▸ **Task item**
From the entries below, copy each line in which the word "Welchman" occurs.

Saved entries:
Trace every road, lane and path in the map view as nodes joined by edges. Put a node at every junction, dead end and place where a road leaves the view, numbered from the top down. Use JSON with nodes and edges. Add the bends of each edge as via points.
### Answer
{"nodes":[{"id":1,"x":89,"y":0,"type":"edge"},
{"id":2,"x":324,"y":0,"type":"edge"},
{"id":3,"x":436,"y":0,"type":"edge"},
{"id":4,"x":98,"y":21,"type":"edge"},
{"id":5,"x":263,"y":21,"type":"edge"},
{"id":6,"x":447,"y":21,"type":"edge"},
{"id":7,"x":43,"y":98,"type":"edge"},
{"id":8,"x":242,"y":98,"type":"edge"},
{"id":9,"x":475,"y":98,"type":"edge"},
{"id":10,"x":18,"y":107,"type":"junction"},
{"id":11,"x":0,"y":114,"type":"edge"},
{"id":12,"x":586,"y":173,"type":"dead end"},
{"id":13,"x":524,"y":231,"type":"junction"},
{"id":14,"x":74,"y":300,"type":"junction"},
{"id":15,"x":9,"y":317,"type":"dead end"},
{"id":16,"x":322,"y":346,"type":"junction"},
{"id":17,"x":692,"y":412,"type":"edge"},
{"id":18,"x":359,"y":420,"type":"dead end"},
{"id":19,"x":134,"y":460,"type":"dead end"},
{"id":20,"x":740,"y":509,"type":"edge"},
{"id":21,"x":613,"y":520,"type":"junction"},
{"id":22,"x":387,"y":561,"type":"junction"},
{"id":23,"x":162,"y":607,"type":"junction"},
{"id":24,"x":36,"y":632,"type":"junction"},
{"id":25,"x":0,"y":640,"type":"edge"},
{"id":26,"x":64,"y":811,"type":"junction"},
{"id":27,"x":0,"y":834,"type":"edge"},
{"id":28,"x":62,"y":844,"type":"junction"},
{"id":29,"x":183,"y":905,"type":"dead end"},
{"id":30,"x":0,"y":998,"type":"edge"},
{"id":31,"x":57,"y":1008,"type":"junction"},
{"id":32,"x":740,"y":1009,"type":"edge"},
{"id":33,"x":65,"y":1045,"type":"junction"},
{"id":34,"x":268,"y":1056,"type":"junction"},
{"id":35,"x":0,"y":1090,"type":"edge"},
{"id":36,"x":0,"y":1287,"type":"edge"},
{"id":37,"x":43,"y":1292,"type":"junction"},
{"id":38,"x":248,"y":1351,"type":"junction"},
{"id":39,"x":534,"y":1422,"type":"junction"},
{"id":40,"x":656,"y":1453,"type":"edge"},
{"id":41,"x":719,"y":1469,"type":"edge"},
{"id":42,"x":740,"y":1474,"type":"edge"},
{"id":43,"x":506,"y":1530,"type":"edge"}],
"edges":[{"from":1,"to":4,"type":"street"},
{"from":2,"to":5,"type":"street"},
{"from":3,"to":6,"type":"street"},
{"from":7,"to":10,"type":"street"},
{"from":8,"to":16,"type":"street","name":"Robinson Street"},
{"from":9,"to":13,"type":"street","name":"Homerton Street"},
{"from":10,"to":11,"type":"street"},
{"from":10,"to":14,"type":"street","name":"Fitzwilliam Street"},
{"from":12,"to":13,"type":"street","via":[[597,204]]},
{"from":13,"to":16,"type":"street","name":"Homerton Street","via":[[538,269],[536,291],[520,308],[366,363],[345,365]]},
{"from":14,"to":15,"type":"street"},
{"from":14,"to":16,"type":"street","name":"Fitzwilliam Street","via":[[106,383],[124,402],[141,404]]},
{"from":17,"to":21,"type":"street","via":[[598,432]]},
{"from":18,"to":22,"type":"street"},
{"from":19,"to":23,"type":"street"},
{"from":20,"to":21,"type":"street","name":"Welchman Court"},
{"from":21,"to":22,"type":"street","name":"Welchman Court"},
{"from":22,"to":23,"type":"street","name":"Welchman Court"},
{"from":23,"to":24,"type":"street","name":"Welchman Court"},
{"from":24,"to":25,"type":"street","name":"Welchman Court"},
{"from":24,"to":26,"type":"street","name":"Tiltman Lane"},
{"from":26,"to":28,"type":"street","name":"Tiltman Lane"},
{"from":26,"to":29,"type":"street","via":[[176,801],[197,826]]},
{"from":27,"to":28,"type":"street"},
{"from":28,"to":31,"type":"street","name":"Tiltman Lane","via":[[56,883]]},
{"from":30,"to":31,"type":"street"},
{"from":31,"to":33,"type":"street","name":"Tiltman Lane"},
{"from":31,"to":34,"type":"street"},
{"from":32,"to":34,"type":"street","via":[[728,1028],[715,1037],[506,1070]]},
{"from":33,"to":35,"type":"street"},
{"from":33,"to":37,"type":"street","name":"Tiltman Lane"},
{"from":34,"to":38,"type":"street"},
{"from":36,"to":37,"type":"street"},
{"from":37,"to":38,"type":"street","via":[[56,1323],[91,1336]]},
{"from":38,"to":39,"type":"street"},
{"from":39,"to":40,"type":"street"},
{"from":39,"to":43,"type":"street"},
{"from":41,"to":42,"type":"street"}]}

▸ **Finished exercise**
{"from":20,"to":21,"type":"street","name":"Welchman Court"},
{"from":21,"to":22,"type":"street","name":"Welchman Court"},
{"from":22,"to":23,"type":"street","name":"Welchman Court"},
{"from":23,"to":24,"type":"street","name":"Welchman Court"},
{"from":24,"to":25,"type":"street","name":"Welchman Court"},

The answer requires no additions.